Housing and land supply will be among the top priorities in the policy address next month, Chief Secretary for Administration Matthew Cheung Kin-chung revealed.
In a blog posting yesterday, he wrote that the Youth Development Commission held a special meeting on housing last week in which members identified housing and land supply as being the most challenging social problems in Hong Kong.
Cheung told the members the government is determined to tackle the supply woes.
His posting came after pro-establishment parties, including the Democratic Alliance for the Betterment and Progress of Hong Kong, weighed in on the issue as the upcoming policy address drew nearer.
They urged the government to use the Lands Resumption Ordinance to reclaim sites in the New Territories.
Secretary for Development Michael Wong Wai-lun was said to have responded positively to their recommendations.
Cheung also asked parents to stop children engaging in protest-related violence.
He wrote that Commission on Children members expressed worried in a tea gathering last week that recent social events would affect children's physical and psychological health.

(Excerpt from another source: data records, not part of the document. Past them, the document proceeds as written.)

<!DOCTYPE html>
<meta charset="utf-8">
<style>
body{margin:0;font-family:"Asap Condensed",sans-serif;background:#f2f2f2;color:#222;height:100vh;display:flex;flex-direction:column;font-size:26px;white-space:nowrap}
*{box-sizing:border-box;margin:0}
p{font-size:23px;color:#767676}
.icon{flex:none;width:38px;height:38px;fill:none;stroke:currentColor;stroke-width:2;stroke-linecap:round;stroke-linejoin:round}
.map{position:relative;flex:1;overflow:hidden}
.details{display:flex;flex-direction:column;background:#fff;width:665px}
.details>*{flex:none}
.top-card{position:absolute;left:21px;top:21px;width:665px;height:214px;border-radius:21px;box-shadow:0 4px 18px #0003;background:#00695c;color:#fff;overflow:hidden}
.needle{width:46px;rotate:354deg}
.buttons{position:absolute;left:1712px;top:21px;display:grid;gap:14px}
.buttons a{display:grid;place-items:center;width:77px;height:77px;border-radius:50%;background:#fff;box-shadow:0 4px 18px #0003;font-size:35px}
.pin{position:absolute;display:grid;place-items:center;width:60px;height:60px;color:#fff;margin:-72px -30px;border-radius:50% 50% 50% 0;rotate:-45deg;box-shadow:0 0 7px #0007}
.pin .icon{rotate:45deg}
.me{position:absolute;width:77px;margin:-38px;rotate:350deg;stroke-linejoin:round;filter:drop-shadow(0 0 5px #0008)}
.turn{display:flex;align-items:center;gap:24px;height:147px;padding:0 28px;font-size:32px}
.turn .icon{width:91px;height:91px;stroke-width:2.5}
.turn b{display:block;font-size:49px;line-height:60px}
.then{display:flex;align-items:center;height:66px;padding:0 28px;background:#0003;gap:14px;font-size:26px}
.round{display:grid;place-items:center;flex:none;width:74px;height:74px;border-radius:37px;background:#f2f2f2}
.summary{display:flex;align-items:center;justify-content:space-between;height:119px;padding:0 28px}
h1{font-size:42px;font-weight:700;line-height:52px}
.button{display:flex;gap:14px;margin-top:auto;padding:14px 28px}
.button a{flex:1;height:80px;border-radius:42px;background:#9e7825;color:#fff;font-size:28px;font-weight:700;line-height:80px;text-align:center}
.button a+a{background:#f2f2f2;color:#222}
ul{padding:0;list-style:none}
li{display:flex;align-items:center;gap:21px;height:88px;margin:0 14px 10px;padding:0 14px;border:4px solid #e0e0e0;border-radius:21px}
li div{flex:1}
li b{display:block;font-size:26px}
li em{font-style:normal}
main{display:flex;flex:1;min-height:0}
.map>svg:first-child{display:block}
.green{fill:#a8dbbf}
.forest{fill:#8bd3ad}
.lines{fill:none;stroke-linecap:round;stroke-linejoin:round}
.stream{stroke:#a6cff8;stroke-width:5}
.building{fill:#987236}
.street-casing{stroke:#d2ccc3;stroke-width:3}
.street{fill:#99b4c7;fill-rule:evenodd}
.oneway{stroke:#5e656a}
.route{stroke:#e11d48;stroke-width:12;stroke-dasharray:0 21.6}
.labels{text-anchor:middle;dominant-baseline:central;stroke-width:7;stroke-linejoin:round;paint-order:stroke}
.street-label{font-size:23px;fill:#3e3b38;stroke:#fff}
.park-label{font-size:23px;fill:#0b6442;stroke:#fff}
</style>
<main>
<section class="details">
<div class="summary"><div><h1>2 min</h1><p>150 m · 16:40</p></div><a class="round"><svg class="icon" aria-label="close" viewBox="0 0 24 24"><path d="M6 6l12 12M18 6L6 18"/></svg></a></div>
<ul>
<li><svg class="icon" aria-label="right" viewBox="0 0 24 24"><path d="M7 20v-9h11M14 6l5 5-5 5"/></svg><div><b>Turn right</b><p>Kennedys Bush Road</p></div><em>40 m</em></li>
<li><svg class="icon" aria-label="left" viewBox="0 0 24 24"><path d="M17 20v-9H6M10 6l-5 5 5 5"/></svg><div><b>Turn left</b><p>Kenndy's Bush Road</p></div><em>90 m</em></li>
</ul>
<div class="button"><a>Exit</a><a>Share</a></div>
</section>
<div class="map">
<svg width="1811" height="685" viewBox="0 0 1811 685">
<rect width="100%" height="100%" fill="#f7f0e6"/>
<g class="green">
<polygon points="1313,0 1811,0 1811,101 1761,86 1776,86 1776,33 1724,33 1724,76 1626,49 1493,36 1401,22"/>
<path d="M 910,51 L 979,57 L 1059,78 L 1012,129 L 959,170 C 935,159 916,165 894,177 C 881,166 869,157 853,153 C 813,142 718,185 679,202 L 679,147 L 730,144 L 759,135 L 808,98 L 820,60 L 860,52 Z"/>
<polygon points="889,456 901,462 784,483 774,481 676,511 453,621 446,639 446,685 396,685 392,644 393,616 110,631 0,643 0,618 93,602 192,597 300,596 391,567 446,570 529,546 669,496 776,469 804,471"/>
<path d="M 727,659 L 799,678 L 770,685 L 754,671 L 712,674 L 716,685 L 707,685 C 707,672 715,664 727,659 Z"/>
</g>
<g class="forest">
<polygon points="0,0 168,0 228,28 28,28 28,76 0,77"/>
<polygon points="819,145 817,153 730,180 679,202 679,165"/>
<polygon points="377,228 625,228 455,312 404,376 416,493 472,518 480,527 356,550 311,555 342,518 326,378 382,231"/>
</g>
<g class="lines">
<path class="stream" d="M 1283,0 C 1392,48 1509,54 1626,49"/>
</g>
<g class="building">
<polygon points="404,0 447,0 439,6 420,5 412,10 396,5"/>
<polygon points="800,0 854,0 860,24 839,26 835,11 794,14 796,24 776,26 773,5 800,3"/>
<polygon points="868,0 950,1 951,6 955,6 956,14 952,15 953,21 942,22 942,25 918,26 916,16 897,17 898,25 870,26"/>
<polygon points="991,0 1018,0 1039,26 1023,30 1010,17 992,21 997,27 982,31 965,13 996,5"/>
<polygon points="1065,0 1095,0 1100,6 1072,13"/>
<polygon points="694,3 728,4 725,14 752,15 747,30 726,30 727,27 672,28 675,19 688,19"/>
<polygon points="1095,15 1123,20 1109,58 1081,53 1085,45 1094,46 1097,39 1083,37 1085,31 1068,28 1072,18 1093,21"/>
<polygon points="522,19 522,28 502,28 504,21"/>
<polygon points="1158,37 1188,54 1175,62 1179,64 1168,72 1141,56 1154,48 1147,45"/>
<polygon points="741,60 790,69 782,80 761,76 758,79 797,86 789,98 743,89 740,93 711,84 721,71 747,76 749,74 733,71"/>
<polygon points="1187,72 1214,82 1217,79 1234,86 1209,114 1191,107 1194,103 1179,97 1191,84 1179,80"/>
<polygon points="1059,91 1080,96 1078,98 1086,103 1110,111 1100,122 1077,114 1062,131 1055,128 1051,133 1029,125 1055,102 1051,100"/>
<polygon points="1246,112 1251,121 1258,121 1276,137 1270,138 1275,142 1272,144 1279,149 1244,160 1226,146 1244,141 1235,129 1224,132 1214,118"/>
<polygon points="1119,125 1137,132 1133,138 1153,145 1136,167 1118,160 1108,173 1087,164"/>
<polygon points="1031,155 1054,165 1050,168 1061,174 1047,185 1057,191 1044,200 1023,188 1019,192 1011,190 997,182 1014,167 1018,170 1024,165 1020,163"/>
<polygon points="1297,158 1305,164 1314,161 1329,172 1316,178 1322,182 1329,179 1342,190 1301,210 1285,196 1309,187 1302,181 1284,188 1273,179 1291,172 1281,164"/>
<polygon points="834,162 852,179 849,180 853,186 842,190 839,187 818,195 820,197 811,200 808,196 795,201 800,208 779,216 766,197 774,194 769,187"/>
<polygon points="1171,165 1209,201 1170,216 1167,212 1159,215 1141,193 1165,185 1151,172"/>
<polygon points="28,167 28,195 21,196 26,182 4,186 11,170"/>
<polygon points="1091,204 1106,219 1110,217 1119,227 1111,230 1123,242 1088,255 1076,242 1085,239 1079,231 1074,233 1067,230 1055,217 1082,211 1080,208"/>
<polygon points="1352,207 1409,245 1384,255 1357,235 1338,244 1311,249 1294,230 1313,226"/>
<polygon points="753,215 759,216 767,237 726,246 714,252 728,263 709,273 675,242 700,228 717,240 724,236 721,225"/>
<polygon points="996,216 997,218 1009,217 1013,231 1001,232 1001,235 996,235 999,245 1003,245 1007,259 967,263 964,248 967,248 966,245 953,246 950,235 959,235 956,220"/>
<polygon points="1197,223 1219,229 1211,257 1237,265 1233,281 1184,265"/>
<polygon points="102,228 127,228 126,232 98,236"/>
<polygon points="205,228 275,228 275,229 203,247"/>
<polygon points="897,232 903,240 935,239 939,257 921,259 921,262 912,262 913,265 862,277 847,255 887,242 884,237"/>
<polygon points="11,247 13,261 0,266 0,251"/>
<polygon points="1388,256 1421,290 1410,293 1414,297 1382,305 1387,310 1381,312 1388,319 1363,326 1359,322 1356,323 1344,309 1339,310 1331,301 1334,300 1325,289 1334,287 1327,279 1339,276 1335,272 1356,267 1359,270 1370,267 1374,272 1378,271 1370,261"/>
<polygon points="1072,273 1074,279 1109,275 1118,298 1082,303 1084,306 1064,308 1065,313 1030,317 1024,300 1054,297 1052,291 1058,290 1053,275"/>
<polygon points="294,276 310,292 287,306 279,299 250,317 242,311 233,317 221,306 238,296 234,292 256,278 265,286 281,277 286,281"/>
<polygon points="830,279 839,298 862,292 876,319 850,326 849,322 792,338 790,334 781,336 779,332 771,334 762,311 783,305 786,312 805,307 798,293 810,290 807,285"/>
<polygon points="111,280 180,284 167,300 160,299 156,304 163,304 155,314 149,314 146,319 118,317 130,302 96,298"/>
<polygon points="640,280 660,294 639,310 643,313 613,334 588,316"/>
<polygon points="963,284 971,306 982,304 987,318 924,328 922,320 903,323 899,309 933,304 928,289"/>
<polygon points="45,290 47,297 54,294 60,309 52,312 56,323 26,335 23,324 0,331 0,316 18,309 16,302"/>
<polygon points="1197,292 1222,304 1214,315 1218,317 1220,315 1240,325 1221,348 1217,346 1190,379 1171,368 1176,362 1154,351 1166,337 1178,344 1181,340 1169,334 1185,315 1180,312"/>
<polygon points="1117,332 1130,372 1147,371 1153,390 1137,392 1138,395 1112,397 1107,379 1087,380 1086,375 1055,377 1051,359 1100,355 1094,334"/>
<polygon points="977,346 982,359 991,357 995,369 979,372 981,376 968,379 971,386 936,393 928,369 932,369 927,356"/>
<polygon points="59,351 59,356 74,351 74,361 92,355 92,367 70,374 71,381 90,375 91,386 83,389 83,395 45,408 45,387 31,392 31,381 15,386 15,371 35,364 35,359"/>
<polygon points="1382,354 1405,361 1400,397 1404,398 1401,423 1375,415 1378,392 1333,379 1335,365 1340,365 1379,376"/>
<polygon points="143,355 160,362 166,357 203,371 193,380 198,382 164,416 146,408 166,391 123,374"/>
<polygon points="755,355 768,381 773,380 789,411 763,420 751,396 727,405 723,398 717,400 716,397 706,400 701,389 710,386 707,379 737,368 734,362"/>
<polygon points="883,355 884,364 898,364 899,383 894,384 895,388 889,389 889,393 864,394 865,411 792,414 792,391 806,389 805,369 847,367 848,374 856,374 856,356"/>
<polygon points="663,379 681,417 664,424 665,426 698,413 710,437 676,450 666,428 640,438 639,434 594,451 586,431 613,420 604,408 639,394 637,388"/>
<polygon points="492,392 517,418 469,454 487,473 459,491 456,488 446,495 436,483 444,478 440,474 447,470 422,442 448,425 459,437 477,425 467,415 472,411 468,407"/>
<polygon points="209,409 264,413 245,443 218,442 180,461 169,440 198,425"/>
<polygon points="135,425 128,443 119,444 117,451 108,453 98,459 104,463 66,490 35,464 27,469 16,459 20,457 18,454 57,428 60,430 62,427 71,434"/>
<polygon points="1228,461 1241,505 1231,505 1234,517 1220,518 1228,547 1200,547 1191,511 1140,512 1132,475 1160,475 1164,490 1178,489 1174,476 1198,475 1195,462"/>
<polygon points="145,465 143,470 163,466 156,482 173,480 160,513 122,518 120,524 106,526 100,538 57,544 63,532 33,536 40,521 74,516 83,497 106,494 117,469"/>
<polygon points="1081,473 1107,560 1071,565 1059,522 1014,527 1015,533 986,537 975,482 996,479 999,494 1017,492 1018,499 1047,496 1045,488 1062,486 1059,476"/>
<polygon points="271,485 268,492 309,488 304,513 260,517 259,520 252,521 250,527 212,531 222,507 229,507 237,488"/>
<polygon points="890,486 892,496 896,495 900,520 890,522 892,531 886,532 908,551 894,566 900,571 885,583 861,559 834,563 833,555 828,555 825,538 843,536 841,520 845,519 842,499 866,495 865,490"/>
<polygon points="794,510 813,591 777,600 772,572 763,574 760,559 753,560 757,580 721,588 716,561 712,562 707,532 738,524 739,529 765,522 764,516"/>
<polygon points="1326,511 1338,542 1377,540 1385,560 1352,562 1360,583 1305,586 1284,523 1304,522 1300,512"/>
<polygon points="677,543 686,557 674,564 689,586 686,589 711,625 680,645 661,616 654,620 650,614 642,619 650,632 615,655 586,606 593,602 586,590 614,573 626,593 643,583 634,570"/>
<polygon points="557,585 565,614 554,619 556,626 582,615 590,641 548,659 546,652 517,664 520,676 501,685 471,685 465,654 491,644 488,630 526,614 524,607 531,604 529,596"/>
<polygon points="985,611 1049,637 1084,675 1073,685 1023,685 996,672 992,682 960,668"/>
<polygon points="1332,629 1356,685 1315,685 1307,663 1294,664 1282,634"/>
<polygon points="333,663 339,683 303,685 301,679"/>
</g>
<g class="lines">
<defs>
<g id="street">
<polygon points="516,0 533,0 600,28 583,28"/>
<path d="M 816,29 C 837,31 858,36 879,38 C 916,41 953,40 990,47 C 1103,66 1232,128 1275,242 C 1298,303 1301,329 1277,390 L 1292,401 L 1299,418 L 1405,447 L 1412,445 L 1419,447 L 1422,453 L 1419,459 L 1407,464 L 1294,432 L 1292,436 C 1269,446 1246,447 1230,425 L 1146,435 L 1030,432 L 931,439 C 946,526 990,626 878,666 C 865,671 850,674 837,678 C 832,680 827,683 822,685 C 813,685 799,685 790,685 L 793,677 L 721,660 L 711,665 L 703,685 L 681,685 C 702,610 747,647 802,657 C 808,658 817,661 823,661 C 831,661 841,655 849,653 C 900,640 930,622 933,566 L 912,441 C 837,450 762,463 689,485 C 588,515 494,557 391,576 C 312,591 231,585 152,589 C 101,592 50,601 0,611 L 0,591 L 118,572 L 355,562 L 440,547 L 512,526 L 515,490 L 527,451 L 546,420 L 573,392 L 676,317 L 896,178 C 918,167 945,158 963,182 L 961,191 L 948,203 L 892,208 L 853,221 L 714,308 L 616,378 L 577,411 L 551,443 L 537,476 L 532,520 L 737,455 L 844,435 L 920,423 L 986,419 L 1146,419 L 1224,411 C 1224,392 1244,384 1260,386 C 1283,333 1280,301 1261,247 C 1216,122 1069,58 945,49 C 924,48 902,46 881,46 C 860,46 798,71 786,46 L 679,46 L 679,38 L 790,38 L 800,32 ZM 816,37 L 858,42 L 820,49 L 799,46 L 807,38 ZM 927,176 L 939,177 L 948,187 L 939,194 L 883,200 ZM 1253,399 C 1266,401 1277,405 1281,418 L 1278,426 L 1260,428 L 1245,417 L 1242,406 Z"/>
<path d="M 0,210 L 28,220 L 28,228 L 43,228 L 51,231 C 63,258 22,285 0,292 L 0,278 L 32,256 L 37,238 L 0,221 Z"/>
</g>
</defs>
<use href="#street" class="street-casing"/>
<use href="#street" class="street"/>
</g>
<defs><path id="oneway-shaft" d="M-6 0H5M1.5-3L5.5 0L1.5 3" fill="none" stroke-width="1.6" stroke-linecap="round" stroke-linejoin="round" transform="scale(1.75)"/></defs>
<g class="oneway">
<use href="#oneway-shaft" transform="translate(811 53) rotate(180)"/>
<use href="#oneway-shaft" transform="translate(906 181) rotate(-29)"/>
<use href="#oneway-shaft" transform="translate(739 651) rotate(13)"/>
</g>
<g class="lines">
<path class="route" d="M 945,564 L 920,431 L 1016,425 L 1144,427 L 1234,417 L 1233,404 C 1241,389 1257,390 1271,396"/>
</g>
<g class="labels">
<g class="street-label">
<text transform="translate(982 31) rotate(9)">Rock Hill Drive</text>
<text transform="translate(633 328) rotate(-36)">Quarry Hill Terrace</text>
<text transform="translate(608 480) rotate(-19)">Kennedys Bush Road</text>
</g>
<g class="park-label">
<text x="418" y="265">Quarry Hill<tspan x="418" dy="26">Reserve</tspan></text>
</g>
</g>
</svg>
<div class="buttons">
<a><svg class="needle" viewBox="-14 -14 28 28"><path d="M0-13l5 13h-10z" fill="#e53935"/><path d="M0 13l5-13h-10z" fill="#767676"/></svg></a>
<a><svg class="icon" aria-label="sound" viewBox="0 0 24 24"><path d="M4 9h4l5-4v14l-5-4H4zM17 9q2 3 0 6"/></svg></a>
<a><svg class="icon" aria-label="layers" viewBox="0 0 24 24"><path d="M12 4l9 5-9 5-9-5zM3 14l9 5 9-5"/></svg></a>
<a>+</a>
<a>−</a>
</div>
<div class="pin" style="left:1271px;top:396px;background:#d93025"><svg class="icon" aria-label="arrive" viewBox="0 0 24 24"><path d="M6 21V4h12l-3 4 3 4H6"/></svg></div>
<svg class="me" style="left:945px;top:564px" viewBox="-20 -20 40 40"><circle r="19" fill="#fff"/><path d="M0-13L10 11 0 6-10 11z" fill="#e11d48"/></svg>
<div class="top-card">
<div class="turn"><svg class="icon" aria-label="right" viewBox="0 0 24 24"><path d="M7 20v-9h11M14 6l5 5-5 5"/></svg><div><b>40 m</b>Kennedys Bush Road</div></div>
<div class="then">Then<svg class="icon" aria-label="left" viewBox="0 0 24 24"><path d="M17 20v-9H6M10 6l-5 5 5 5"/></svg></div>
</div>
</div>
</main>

Members said some parents brought their children along to protests, while other children have seen violent clashes in news reports or on social media.
As a result, they may suffer from post-traumatic stress disorder or think it is all right to commit the violent acts they have witnessed. They may also develop mistrust and hatred toward certain types of people.
"Children need to be protected by adults, and every adult has the responsibility to protect children. I appeal to everyone to give priority considerations in the best interests of children," Cheung wrote.
He stressed that the government hopes the situation in Hong Kong calms down soon, and that sincere dialogue will replace confrontation and rebuild trust.
Meanwhile, the education sector called on parents to engage in rational dialogue with their children.
Eva Lau Yi-hung, an associate professor of early childhood education at the Education University of Hong Kong, said parents should be prepared for differences in opinions when talking to their children.
They should let their children know that there are different opinions in society, but the important thing is whether they can listen to opposing views calmly and objectively.
Separately, about 50 parents marched from Chater Garden in Central to the central government offices in Admiralty yesterday.
They urged the Education Bureau to prevent politics from causing problems in schools.
They also called on the government to regulate liberal studies teaching materials, and implement national education as soon as possible.